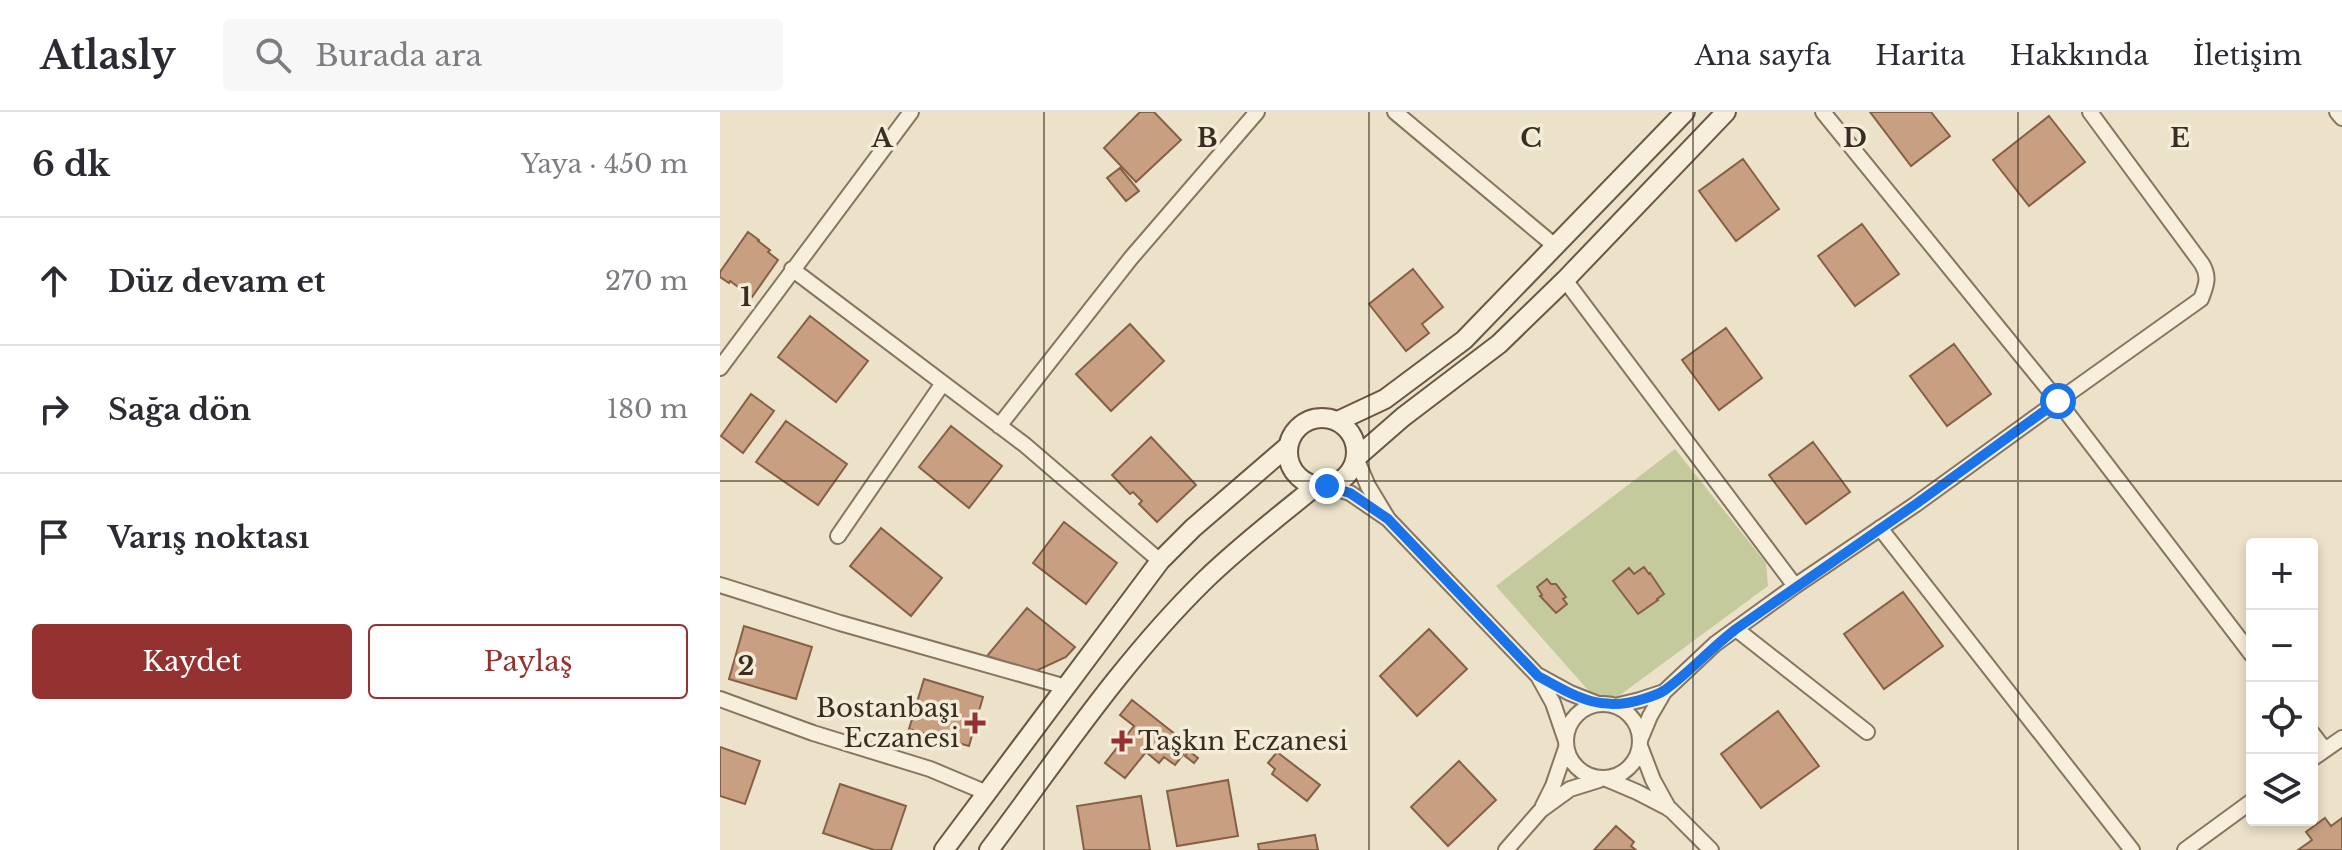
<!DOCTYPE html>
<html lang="tr">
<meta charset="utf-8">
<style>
:root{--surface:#fff;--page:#f7f7f7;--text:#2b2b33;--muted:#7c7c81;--line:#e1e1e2;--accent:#943231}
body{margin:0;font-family:"Libre Baskerville",serif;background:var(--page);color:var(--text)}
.controls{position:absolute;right:24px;bottom:24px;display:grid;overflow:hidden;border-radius:8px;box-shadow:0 4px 12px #0003}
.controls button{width:72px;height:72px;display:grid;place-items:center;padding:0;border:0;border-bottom:2px solid var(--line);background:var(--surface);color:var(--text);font:40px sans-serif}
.stop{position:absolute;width:24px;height:24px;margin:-18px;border:6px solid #1a73e8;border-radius:50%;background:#fff}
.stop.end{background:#1a73e8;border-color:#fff;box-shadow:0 2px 8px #0008}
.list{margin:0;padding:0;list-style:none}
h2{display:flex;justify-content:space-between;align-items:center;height:104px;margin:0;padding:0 32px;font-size:34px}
h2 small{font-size:26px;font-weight:400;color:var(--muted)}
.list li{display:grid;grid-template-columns:52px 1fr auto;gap:24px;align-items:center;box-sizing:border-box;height:128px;padding:0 32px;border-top:2px solid var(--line)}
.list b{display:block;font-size:30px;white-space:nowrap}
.list em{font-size:26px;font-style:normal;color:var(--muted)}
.actions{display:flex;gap:16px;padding:24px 32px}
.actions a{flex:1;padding:18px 0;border:2px solid var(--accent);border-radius:8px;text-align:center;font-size:28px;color:var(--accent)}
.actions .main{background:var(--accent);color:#fff}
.icon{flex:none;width:44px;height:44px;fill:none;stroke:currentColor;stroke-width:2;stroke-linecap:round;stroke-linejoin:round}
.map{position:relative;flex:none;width:1622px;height:738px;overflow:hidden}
header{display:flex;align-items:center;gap:48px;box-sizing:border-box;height:112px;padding:0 40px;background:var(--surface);border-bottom:2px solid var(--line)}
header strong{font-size:38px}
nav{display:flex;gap:44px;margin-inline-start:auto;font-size:28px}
.search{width:560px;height:72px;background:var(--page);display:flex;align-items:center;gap:20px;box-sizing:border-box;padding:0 28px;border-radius:8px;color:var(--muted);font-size:30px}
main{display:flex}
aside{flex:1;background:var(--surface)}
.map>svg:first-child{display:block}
.green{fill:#c5ca9d}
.building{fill:#c89f81;stroke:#866045;stroke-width:2}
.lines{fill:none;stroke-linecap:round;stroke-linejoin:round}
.minor-casing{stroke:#88755e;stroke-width:18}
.secondary-casing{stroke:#6a5641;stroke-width:22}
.minor{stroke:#f7efdc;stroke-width:14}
.secondary{stroke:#f7efdc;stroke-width:18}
.route{stroke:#1a73e8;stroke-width:10}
.grid{fill:none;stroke:#392d21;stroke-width:2;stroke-opacity:0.55}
.poi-dot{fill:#943231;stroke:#f4ecd8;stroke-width:3}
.labels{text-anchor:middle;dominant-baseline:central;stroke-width:7;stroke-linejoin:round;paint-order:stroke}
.poi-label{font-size:26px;fill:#392d21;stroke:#f4ecd8;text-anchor:end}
.grid-label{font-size:26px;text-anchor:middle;font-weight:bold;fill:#392d21;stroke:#f4ecd8;stroke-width:7;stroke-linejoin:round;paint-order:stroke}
</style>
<header>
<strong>Atlasly</strong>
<div class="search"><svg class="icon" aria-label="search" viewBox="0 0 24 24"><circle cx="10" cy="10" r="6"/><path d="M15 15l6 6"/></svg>Burada ara</div>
<nav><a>Ana sayfa</a><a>Harita</a><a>Hakkında</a><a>İletişim</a></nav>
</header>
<main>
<aside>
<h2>6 dk<small>Yaya · 450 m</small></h2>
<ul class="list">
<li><svg class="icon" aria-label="ahead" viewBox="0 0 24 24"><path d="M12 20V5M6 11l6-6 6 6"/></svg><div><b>Düz devam et</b></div><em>270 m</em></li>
<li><svg class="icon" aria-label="right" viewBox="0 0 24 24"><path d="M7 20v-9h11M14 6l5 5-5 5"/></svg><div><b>Sağa dön</b></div><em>180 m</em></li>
<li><svg class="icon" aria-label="arrive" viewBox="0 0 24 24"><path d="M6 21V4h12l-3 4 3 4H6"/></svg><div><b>Varış noktası</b></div></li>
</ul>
<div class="actions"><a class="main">Kaydet</a><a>Paylaş</a></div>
</aside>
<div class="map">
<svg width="1622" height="738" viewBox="0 0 1622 738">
<rect width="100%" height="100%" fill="#ece2c9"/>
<path class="green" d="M955,337L1046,451L1048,474L896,586L887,589L875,586L776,474Z"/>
<path class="building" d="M420,0H434L461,28L416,70L384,36Z
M1150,0H1211L1230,24L1191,54Z
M1329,4L1365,50L1309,94L1273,48Z
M1023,47L1059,97L1016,129L979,79Z
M400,56L419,79L406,89L387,66Z
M1142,112L1179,162L1135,194L1098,144Z
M28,120L39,128L38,129L50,138L48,140L58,148L32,185L10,169L9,171L0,165V160Z
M693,157L723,195L702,212L709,221L686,239L649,192Z
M90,204L148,249L116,290L58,245Z
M410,212L444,249L391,299L356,262Z
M1006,216L1042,266L999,298L962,248Z
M1234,232L1271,282L1227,314L1190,264Z
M31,282L54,299L23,341L1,324Z
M66,309L127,352L98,393L36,350Z
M231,314L282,354L249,396L199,355Z
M431,325L476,373L437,410L419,392L422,389L413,380L410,382L392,363Z
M1093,330L1130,380L1086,412L1049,363Z
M344,410L397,451L366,492L313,451Z
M161,416L222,466L191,504L130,454Z
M924,455L929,462L930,461L944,482L937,487L938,488L918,502L893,469L909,456L914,462Z
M827,467L831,472H836L846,485L843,487L847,492L836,501L820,484L822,483L817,475Z
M1183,480L1223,534L1164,577L1124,522Z
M307,496L355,535L346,545L316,559L267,544Z
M24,514L92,535L76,587L9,567Z
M709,517L747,557L697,604L660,564Z
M204,567L263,585L249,634L189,617Z
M412,588L470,634L455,653L444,645L439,651L426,640L405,666L385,651L414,614L400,603Z
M1058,599L1099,654L1041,696L1001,642Z
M0,635L40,649L25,692L0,684Z
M469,639L478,646L474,651L465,644Z
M557,640L600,673L587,689L552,662L555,657L548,651Z
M739,649L776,688L728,734L691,695Z
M508,668L518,724L457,734L447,679Z
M120,672L186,694L171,738H154L103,721Z
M421,684L430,738H364L357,694Z
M1605,706L1611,714L1622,706V738H1578L1592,728L1586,720Z
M896,714L914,730L911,734L916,738H874Z
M595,723L598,738H539L538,732Z"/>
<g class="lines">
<g class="minor-casing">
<path id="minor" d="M675,0L835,134
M1370,0L1482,152C1490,165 1486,174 1481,187L1338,289L1532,543
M1617,0L1622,6
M72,157L305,333L440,449
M845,168L1075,474
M0,256L191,0
M279,314L411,146L537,0
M607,374L630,381L668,407L648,374L636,346
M668,407L818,564L833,591L846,629
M1160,416L1412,738
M118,424L223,271
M0,473L120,511L346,575
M1016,517L1147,620
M819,564L850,581L878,592
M0,587L93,621L210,657L267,681
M846 629a37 37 0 1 1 74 0a37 37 0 1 1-74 0Z
M895,594L920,588L944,580
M1592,621L1605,638
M920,628L930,604L944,580L995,532L1075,474L1196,392L1338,289L1103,0
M920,634L933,668L949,697
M1592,647L1622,626
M884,666L917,680L950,697L991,738
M823,694L833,674L846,636
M786,738L821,698L850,677L879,668
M1465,738L1532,689"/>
</g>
<g class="secondary-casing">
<path id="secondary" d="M568 340a34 34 0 1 1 68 0a34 34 0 1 1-68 0Z
M618,309L665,287L744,228L965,0
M636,346L683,305L779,232L845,168L1006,0
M224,738L440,449L473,416L568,334
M269,738C338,646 403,548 485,468C520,434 559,404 596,374"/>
</g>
<use href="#minor" class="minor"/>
<use href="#secondary" class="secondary"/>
</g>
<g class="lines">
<path class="route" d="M607,374L630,381L668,407L818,564C854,584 881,601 923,587C930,585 939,582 945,578C970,560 991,536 1016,517L1196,392L1338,289"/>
</g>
<path class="grid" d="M324,0V738M649,0V738M973,0V738M1298,0V738M0,369H1622"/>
<g class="poi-dot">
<path d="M251 599h8v8h8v8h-8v8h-8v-8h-8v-8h8z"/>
<path d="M398 617h8v8h8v8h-8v8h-8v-8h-8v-8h8z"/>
</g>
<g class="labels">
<g class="poi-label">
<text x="239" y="596">Bostanbaşı<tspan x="239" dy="30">Eczanesi</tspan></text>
<text x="418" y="629" text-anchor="start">Taşkın Eczanesi</text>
</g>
</g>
<g class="grid-label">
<text x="162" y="35">A</text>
<text x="487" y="35">B</text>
<text x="811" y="35">C</text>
<text x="1135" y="35">D</text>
<text x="1460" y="35">E</text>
<text x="26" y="194">1</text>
<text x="26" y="563">2</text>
</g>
</svg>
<div class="controls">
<button>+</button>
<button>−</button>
<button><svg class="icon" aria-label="locate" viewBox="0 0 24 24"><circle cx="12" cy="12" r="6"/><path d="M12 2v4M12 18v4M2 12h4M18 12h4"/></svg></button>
<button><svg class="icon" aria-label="layers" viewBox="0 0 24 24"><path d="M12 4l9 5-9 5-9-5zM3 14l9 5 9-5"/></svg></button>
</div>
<div class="stop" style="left:1338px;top:289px"></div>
<div class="stop end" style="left:607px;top:374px"></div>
</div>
</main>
· · · · · · ·
# WHAT NEEDS TO BE DONE:
The answer is a number alone: how many lines of the data contain the string "linecap"?

# THE COMPLETED TASK:
2